A picture-free, exact reproduction of the listing that follows is required.

## DATA EXTRACT
-------------------------

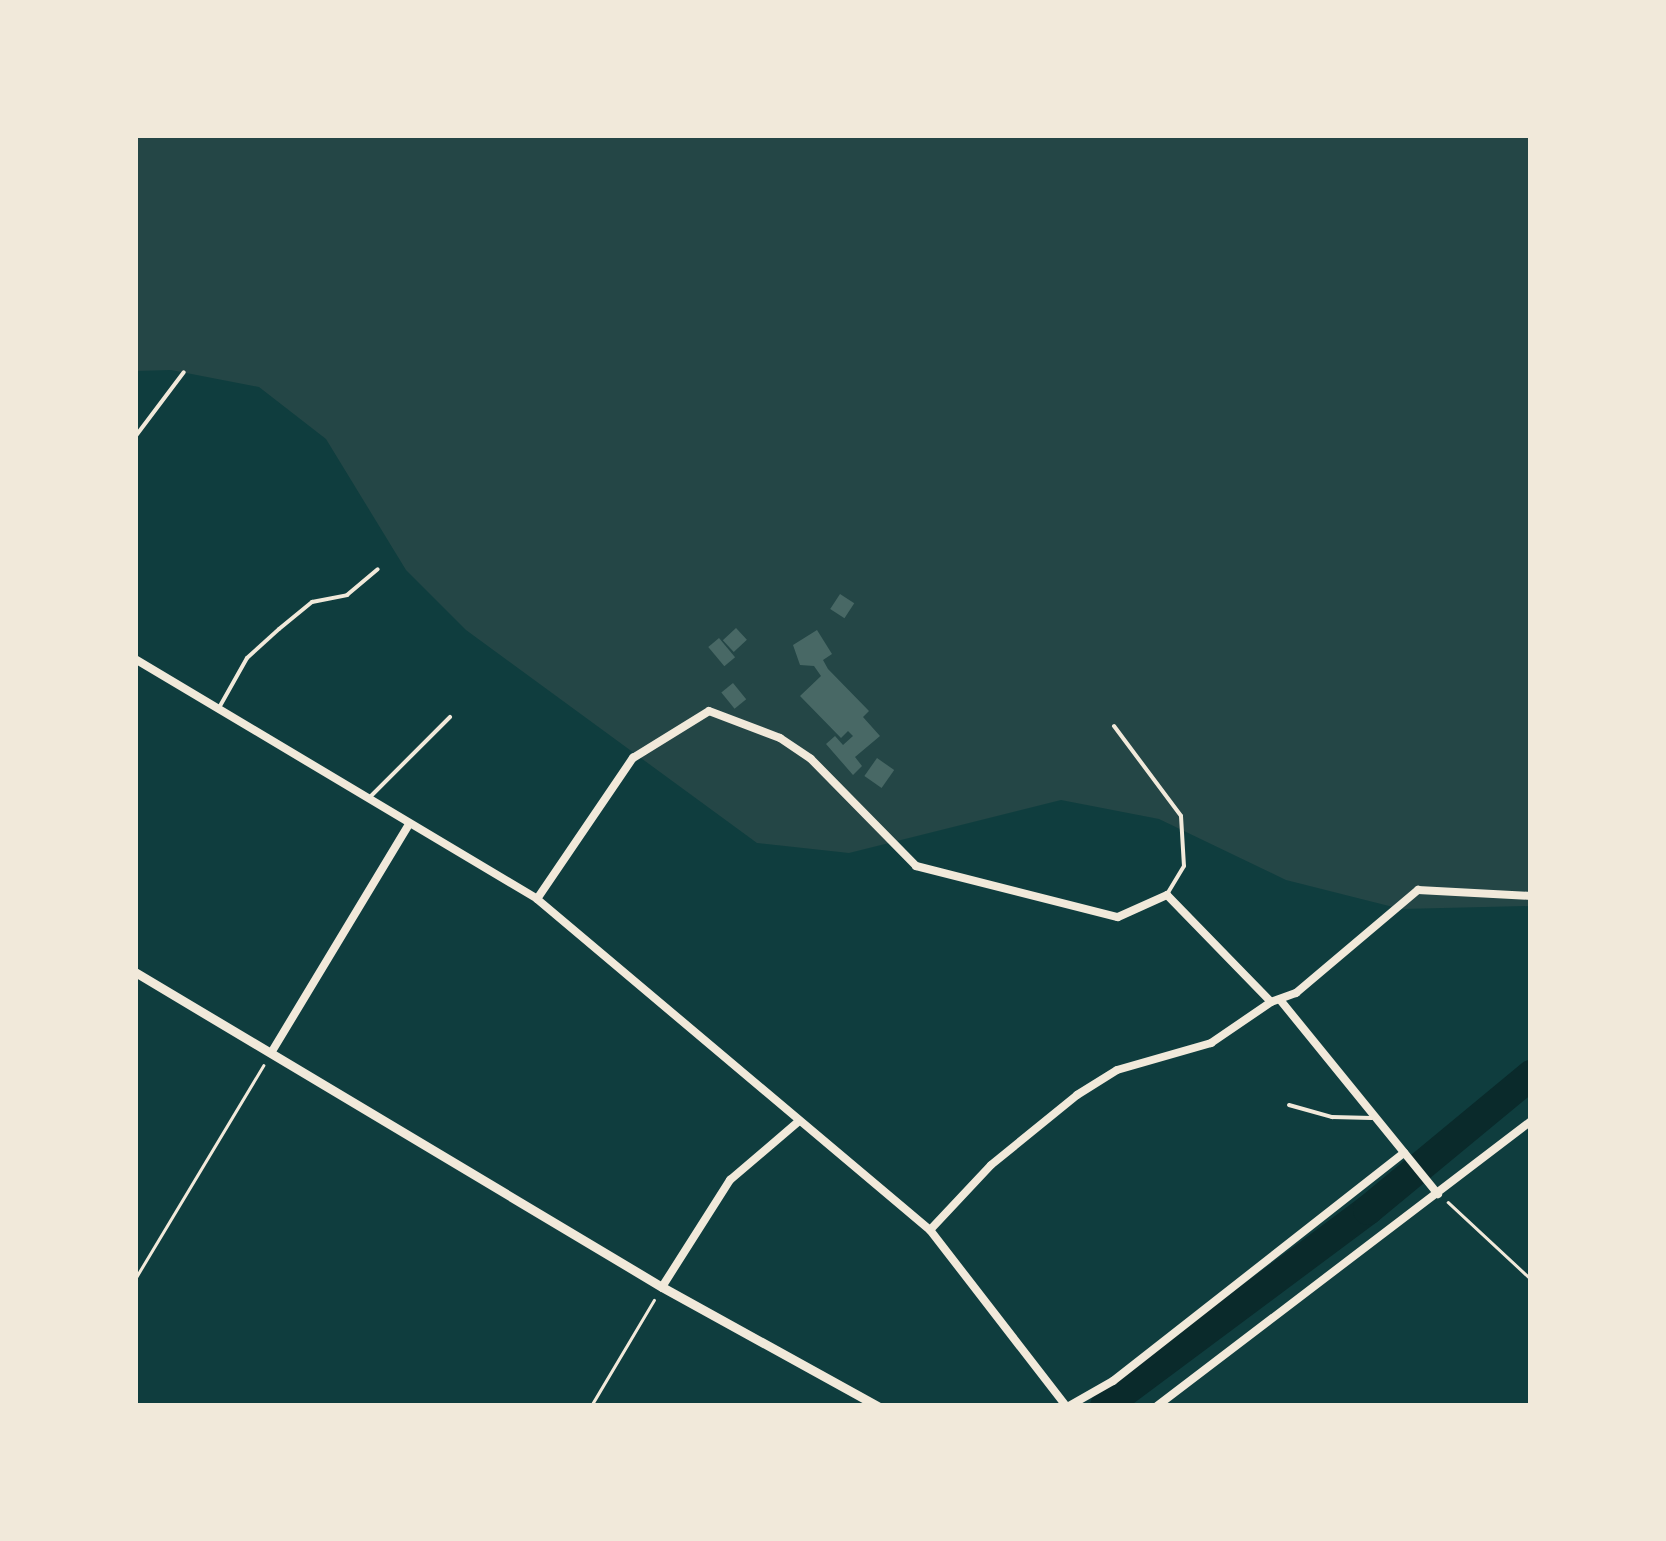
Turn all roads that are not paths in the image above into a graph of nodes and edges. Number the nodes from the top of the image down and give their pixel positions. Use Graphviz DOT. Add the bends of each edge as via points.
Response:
graph roads {
  1 [pos="184,372"];
  2 [pos="135,437"];
  3 [pos="378,569"];
  4 [pos="135,659"];
  5 [pos="218,710"];
  6 [pos="450,718"];
  7 [pos="1114,726"];
  8 [pos="368,799"];
  9 [pos="410,824"];
  10 [pos="1167,895"];
  11 [pos="1531,896"];
  12 [pos="536,899"];
  13 [pos="135,972"];
  14 [pos="1276,1001"];
  15 [pos="271,1053"];
  16 [pos="1289,1105"];
  17 [pos="1376,1118"];
  18 [pos="799,1121"];
  19 [pos="1531,1121"];
  20 [pos="1405,1154"];
  21 [pos="1436,1191"];
  22 [pos="930,1230"];
  23 [pos="662,1287"];
  24 [pos="878,1406"];
  25 [pos="1068,1406"];
  26 [pos="1157,1406"];
  1 -- 2 [label="lane"];
  3 -- 5 [label="lane" via="347,595 312,602 279,628 248,658"];
  4 -- 5 [label="street"];
  5 -- 8 [label="street"];
  6 -- 8 [label="lane"];
  7 -- 10 [label="lane" via="1181,816 1184,866"];
  8 -- 9 [label="street"];
  9 -- 12 [label="street"];
  9 -- 15 [label="street"];
  10 -- 12 [label="street" via="1118,918 916,866 811,759 780,738 709,711 633,758"];
  10 -- 14 [label="street"];
  11 -- 14 [label="street" via="1418,890"];
  12 -- 18 [label="street"];
  13 -- 15 [label="street"];
  14 -- 17 [label="street"];
  14 -- 22 [label="street" via="1211,1042 1117,1070 1077,1094 991,1165"];
  15 -- 23 [label="street"];
  16 -- 17 [label="lane" via="1332,1117"];
  17 -- 20 [label="street"];
  18 -- 22 [label="street"];
  18 -- 23 [label="street" via="730,1180"];
  19 -- 21 [label="street"];
  20 -- 21 [label="street"];
  20 -- 25 [label="street" via="1113,1381"];
  21 -- 26 [label="street"];
  22 -- 25 [label="street"];
  23 -- 24 [label="street"];
}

-------------------------

## SOLVED EXERCISE
Turn all roads that are not paths in the image above into a graph of nodes and edges. Number the nodes from the top of the image down and give their pixel positions. Use Graphviz DOT. Add the bends of each edge as via points.
Response:
graph roads {
  1 [pos="184,372"];
  2 [pos="135,437"];
  3 [pos="378,569"];
  4 [pos="135,659"];
  5 [pos="218,710"];
  6 [pos="450,718"];
  7 [pos="1114,726"];
  8 [pos="368,799"];
  9 [pos="410,824"];
  10 [pos="1167,895"];
  11 [pos="1531,896"];
  12 [pos="536,899"];
  13 [pos="135,972"];
  14 [pos="1276,1001"];
  15 [pos="271,1053"];
  16 [pos="1289,1105"];
  17 [pos="1376,1118"];
  18 [pos="799,1121"];
  19 [pos="1531,1121"];
  20 [pos="1405,1154"];
  21 [pos="1436,1191"];
  22 [pos="930,1230"];
  23 [pos="662,1287"];
  24 [pos="878,1406"];
  25 [pos="1068,1406"];
  26 [pos="1157,1406"];
  1 -- 2 [label="lane"];
  3 -- 5 [label="lane" via="347,595 312,602 279,628 248,658"];
  4 -- 5 [label="street"];
  5 -- 8 [label="street"];
  6 -- 8 [label="lane"];
  7 -- 10 [label="lane" via="1181,816 1184,866"];
  8 -- 9 [label="street"];
  9 -- 12 [label="street"];
  9 -- 15 [label="street"];
  10 -- 12 [label="street" via="1118,918 916,866 811,759 780,738 709,711 633,758"];
  10 -- 14 [label="street"];
  11 -- 14 [label="street" via="1418,890"];
  12 -- 18 [label="street"];
  13 -- 15 [label="street"];
  14 -- 17 [label="street"];
  14 -- 22 [label="street" via="1211,1042 1117,1070 1077,1094 991,1165"];
  15 -- 23 [label="street"];
  16 -- 17 [label="lane" via="1332,1117"];
  17 -- 20 [label="street"];
  18 -- 22 [label="street"];
  18 -- 23 [label="street" via="730,1180"];
  19 -- 21 [label="street"];
  20 -- 21 [label="street"];
  20 -- 25 [label="street" via="1113,1381"];
  21 -- 26 [label="street"];
  22 -- 25 [label="street"];
  23 -- 24 [label="street"];
}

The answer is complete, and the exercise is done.